WHAT YOU NEED TO DO - Your answer should be the lines of the data below that contain "other".

BEGIN DATA

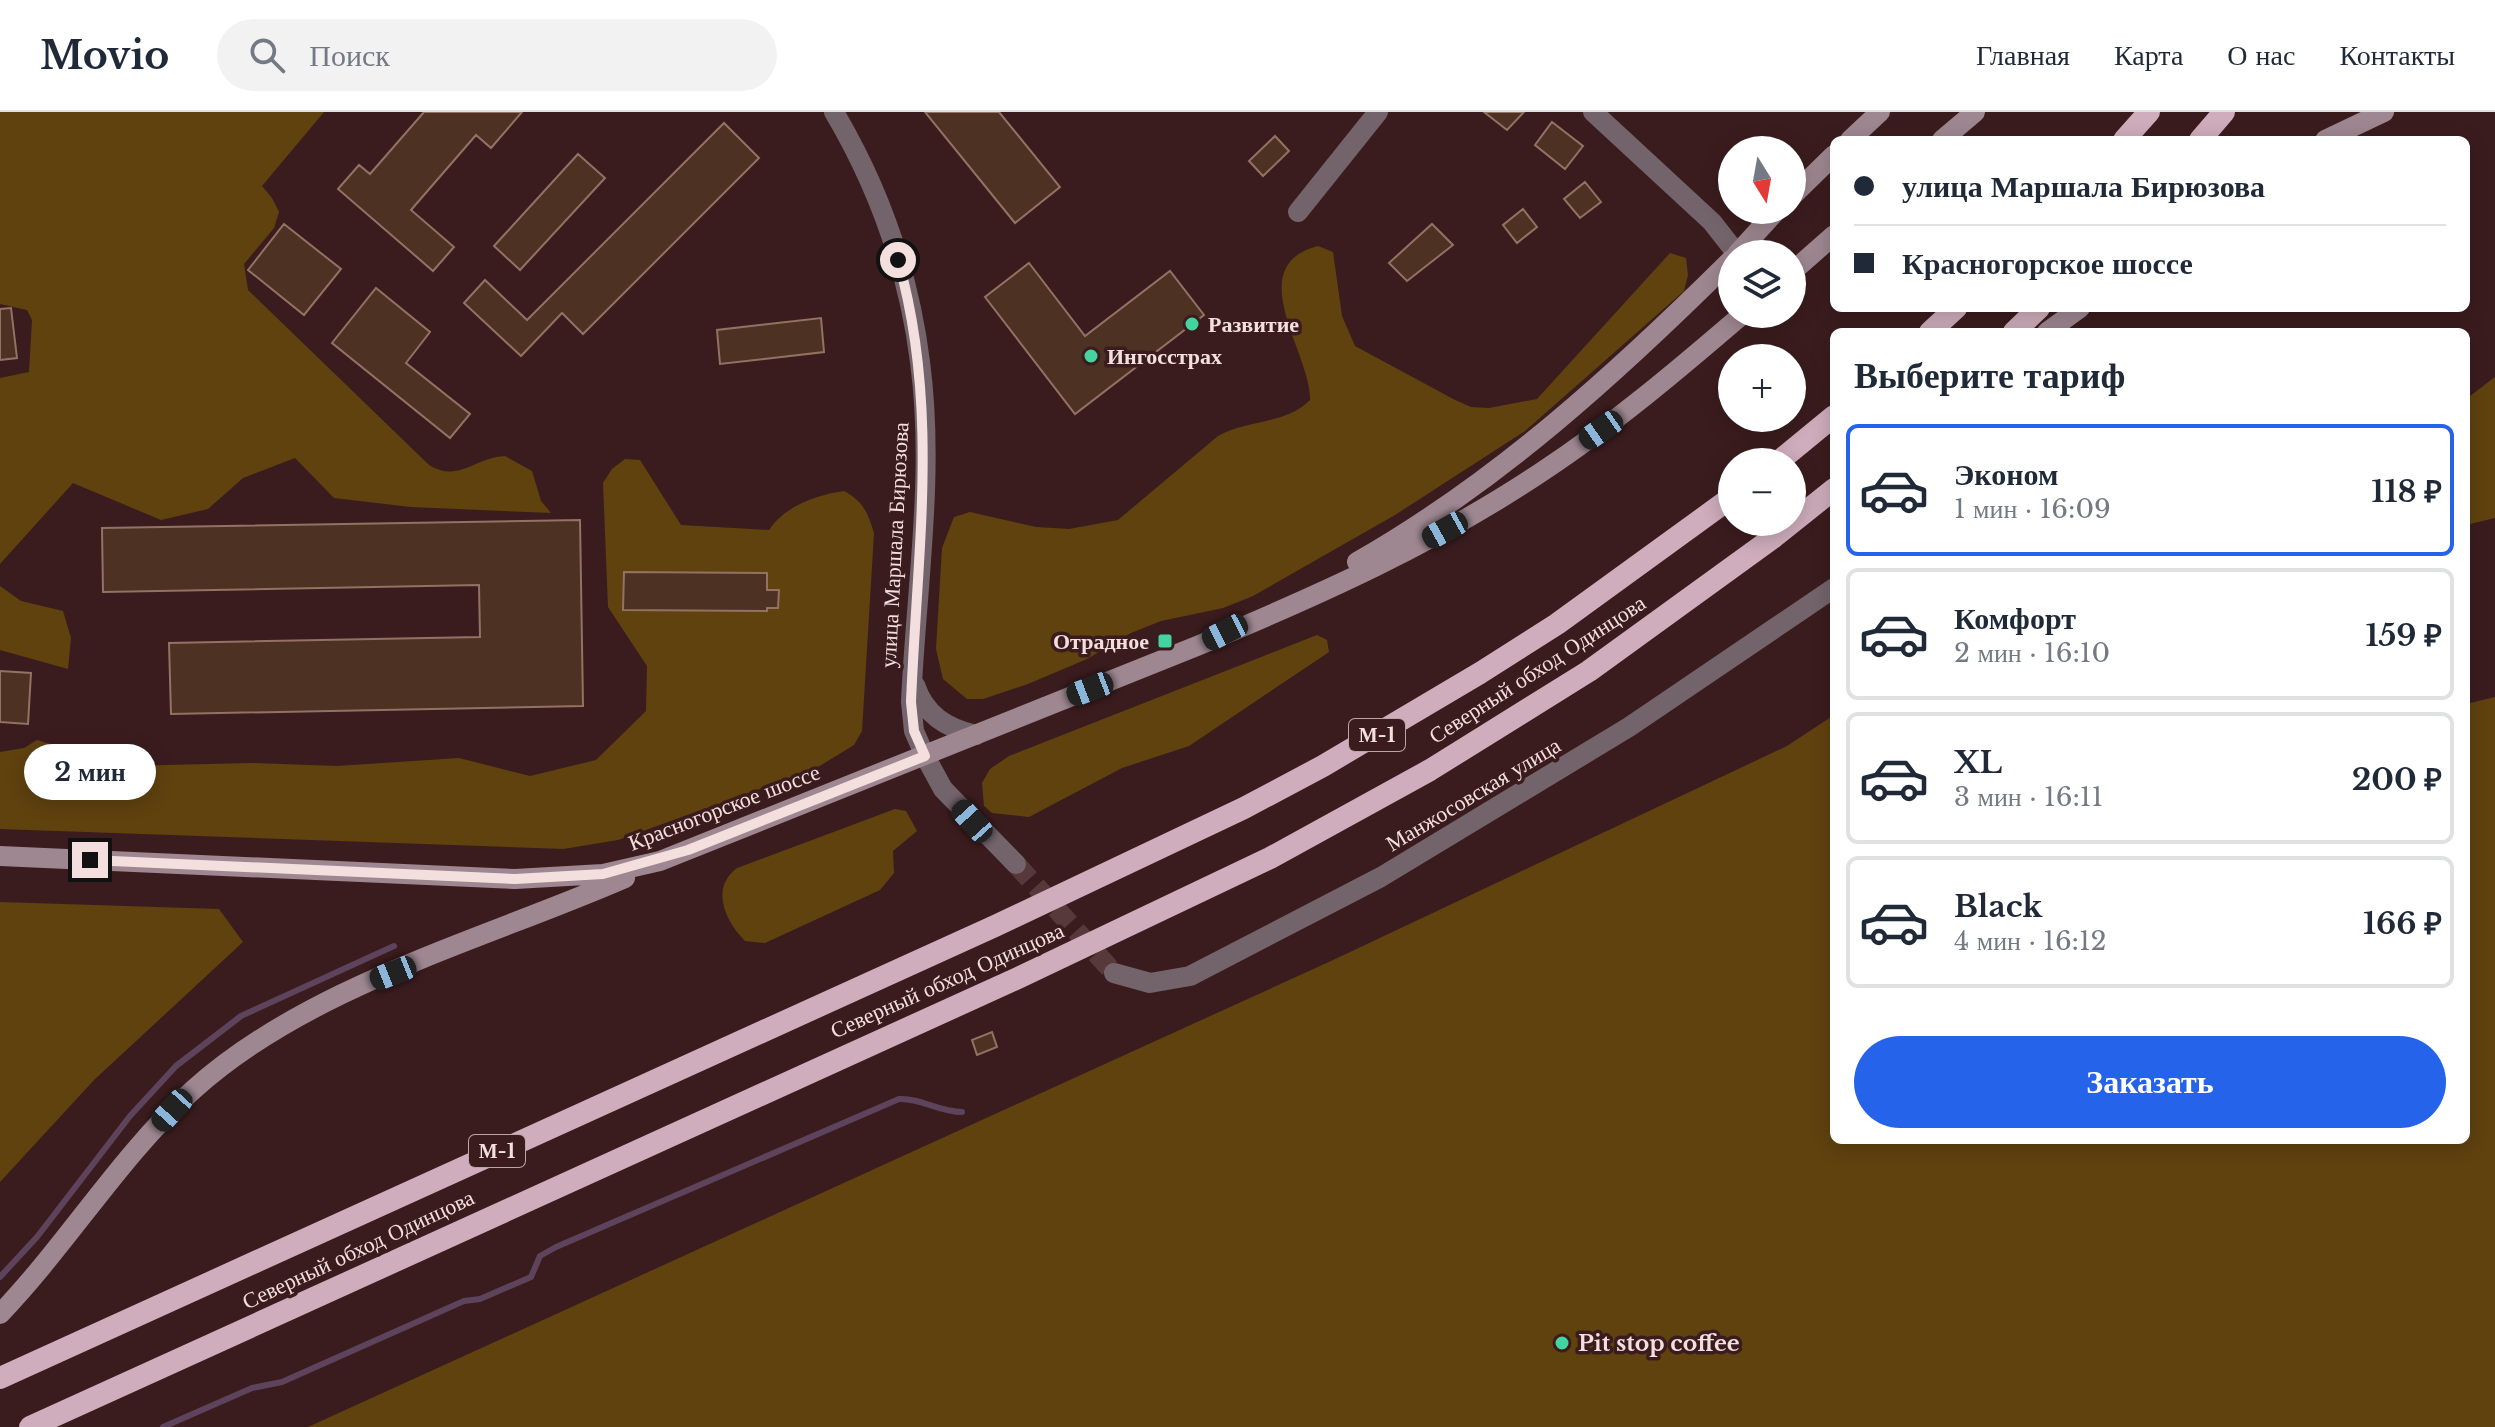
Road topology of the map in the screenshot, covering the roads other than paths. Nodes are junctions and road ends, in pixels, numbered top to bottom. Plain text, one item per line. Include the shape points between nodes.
1 (834, 112) edge
2 (1378, 112) edge
3 (1593, 112) edge
4 (1880, 112) edge
5 (1975, 112) edge
6 (2149, 112) edge
7 (2224, 112) edge
8 (2383, 112) edge
9 (1854, 136) edge
10 (1947, 136) edge
11 (2128, 136) edge
12 (2203, 136) edge
13 (2333, 136) edge
14 (1830, 159) edge
15 (1806, 182) edge
16 (1298, 212) dead end
17 (1764, 224) edge
18 (1830, 239) edge
19 (1726, 240) edge
20 (1750, 240) edge
21 (1806, 260) edge
22 (1718, 273) edge
23 (1952, 312) edge
24 (2035, 312) edge
25 (2074, 312) edge
26 (1726, 328) edge
27 (1934, 328) edge
28 (2018, 328) edge
29 (2052, 328) edge
30 (1830, 419) edge
31 (1795, 448) edge
32 (1830, 492) edge
33 (1718, 507) edge
34 (1830, 591) edge
35 (1197, 646) junction
36 (913, 664) junction
37 (976, 735) junction
38 (925, 756) junction
39 (688, 850) junction
40 (0, 856) edge
41 (1016, 864) tunnel mouth
42 (1114, 973) tunnel mouth
43 (0, 1314) edge
44 (0, 1378) edge
45 (30, 1427) edge

1 - 36 street, улица Маршала Бирюзова via 859,154 892,237 920,364 924,488
2 - 16 street
3 - 19 street
4 - 9 main road
5 - 10 main road
6 - 11 highway
7 - 12 highway
8 - 13 main road
14 - 15 main road
17 - 20 main road
18 - 21 main road
22 - 35 main road via 1612,375 1473,489 1359,560
23 - 27 highway
24 - 28 highway
25 - 29 main road
26 - 35 main road via 1601,430 1484,508 1365,571
30 - 31 highway
32 - 45 highway, Северный обход Одинцова / М-1 via 1576,679 1430,770 1270,858
33 - 44 highway, Северный обход Одинцова / М-1 via 1480,673 1244,808
34 - 42 street, Манжосовская улица via 1629,727 1381,877 1190,976 1150,983
35 - 37 main road, Красногорское шоссе
36 - 37 street via 919,699 928,711 954,730
36 - 38 street, улица Маршала Бирюзова via 914,731
37 - 38 main road, Красногорское шоссе
38 - 39 main road, Красногорское шоссе
38 - 41 street via 943,789
39 - 40 main road, Красногорское шоссе via 603,874 530,879
39 - 43 main road via 345,993 260,1038 172,1110

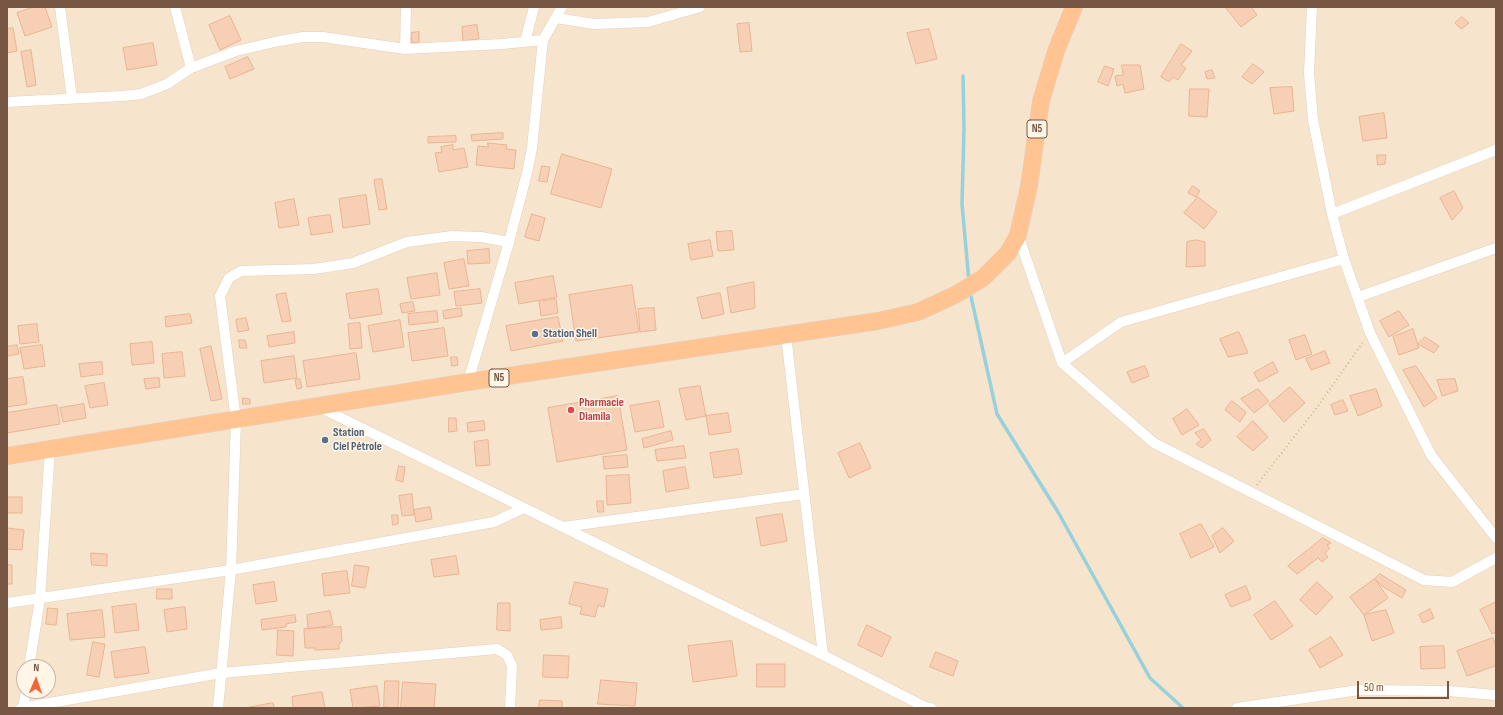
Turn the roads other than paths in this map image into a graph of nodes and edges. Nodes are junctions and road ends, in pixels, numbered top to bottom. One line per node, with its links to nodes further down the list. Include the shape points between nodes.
1 (60, 7): 14 (street)
2 (175, 7): 13 (street)
3 (406, 7): 12 (street)
4 (534, 7): 11 (street)
5 (562, 7): 9 (street)
6 (700, 7): 9 (street, via 648,22 594,24)
7 (1074, 7): 18 (highway, N5, via 1056,51 1041,101 1029,186)
8 (1312, 7): 17 (street, via 1309,73 1313,120)
9 (556, 18): 10 (street)
10 (543, 40): 11 (street); 19 (street, via 532,148)
11 (525, 42): 12 (street)
12 (405, 49): 13 (street, via 323,37 302,37 236,50)
13 (191, 68): 14 (street, via 167,84 140,94)
14 (72, 98): 15 (street)
15 (7, 102)
16 (1496, 150): 17 (street)
17 (1332, 214): 21 (street)
18 (1018, 235): 23 (highway, N5, via 1008,253 983,278 955,296 918,312 878,321); 24 (street)
19 (509, 242): 25 (street); 27 (street, via 481,237 444,237 407,242 353,263 314,269 241,271 229,278 220,296)
20 (1496, 248): 22 (street)
21 (1344, 259): 22 (street); 24 (street, via 1121,322)
22 (1358, 297): 33 (street, via 1370,333 1431,455)
23 (786, 335): 25 (highway, N5); 30 (street)
24 (1062, 363): 34 (street, via 1154,443 1424,580 1452,582)
25 (468, 382): 26 (highway, N5)
26 (319, 407): 27 (highway, N5); 31 (street)
27 (236, 420): 28 (highway, N5); 35 (street)
28 (50, 450): 29 (highway, N5); 36 (street)
29 (7, 456)
30 (804, 494): 32 (street); 38 (street)
31 (524, 508): 32 (street); 35 (street, via 494,522)
32 (563, 527): 38 (street)
33 (1496, 538)
34 (1496, 558)
35 (231, 570): 36 (street); 40 (street)
36 (40, 599): 37 (street); 39 (street)
37 (7, 603)
38 (823, 655): 45 (street)
39 (30, 659)
40 (221, 673): 42 (street); 43 (street); 44 (street, via 497,649 507,655 512,666)
41 (1496, 695): 46 (street, via 1448,691 1359,690)
42 (22, 708)
43 (218, 708)
44 (510, 708)
45 (924, 708)
46 (1237, 708)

END DATA

TASK RESPONSE -
Road topology of the map in the screenshot, covering the roads other than paths. Nodes are junctions and road ends, in pixels, numbered top to bottom. Plain text, one item per line. Include the shape points between nodes.
Turn the roads other than paths in this map image into a graph of nodes and edges. Nodes are junctions and road ends, in pixels, numbered top to bottom. One line per node, with its links to nodes further down the list. Include the shape points between nodes.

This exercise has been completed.